Mistake three: think of the difference line must be very close.The reason for the difference routing is to enhance their coupling, which can not only improve their immunity to noise, but also make full use of the opposite polarity of magnetic field to offset the electromagnetic interference to the outside.Although this practice is very favorable in most cases, it is not absolute.
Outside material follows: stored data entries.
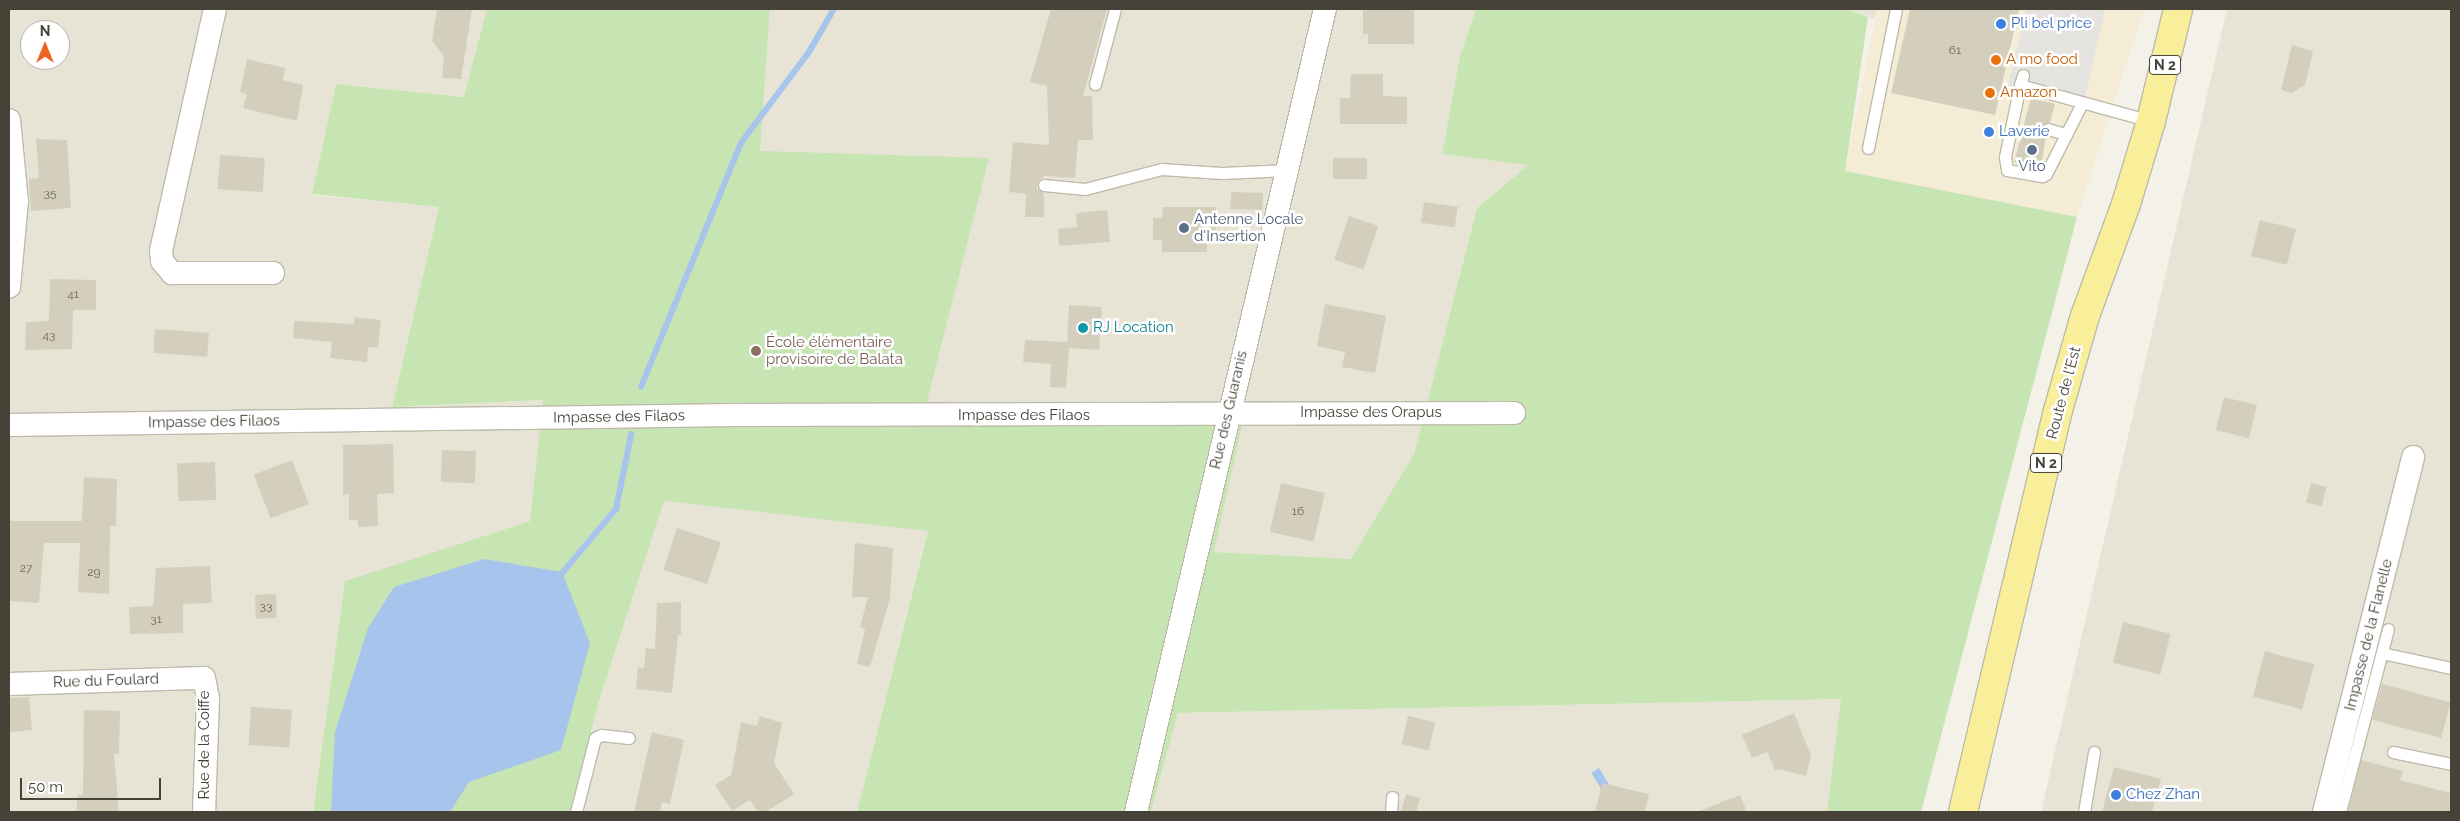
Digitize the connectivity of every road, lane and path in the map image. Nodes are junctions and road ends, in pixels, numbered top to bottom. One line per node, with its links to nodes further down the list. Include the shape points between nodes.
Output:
1 (215, 9): 16 (street, via 161,251 162,262 172,273)
2 (1115, 9): 6 (lane)
3 (1325, 9): 13 (street, Rue des Guaranis)
4 (1896, 9): 12 (lane)
5 (2178, 9): 9 (main road, Route de l'Est / N 2)
6 (1095, 84)
7 (2082, 103): 9 (lane); 11 (lane); 11 (lane, via 2021,80 2018,122 2004,157 2007,170 2046,174)
8 (9, 120): 15 (street)
9 (2152, 121): 36 (main road, Route de l'Est / N 2, via 2085,316 2057,414)
10 (2048, 129): 11 (lane)
11 (2066, 134)
12 (1868, 148)
13 (1288, 170): 14 (lane, via 1222,173 1161,169 1085,190); 18 (street, Rue des Guaranis)
14 (1044, 185)
15 (12, 227): 17 (street)
16 (273, 273)
17 (9, 287)
18 (1228, 413): 19 (street, Impasse des Orapus); 20 (street, Impasse des Filaos, via 1219,416 734,415); 34 (street, Rue des Guaranis)
19 (1514, 413)
20 (9, 425)
21 (2413, 457): 38 (street, Impasse de la Flanelle)
22 (2388, 629): 23 (lane)
23 (2382, 653): 24 (lane); 39 (lane)
24 (2451, 668)
25 (204, 678): 26 (street, Rue du Foulard); 32 (street, Rue de la Coiffe, via 208,699)
26 (9, 684)
27 (629, 738): 33 (lane, via 602,735 595,738)
28 (2094, 752): 37 (lane)
29 (2393, 752): 30 (lane)
30 (2451, 764)
31 (1392, 797): 35 (lane)
32 (204, 812)
33 (576, 812)
34 (1136, 812)
35 (1391, 812)
36 (1963, 812)
37 (2084, 812)
38 (2324, 812)
39 (2340, 812)

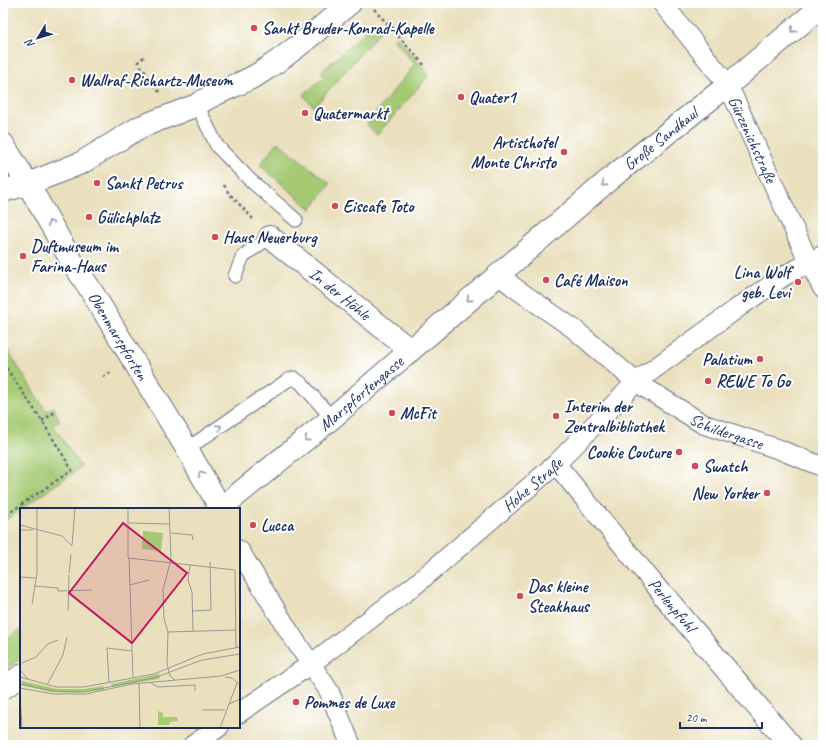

If we can ensure that they are fully shielded from external interference, then we do not need to make them anti-interference and anti-emi through strong coupling with each other.How can the differential routing be guaranteed with good isolation and shielding?Increasing the spacing with other signals is one of the most basic approaches. The energy of electromagnetic field decreases with the square relation of distance. When the distance between general lines is more than 4 times the width, the interference between them is extremely weak, which can be basically ignored.In addition, the isolation of ground plane can also play a good role in shielding. This structure is commonly used in high frequency (over 10G)IC package PCB design and is called CPW structure, which can guarantee strict differential impedance control (2Z0).
Differential routing can also be carried in different signal layers, but this route is not generally recommended, as differences such as impedance and through holes generated by different layers can damage the effect of differential mode transmission and introduce common mode noise.In addition, if the two adjacent layers are not coupled enough, the ability of differential routing to resist noise will be reduced. However, crosstalk is not a problem if the proper spacing between adjacent routing lines is maintained.In general frequency (below GHz), the EMI is not a serious problem. Experiments show that the radiation energy attenuation at a distance of 3 meters away from the differential alignment of 500Mils has reached 60dB, which is enough to meet the electromagnetic radiation standard of FCC. Therefore, the designer should not worry too much about the electromagnetic incompatibility caused by insufficient coupling of difference lines.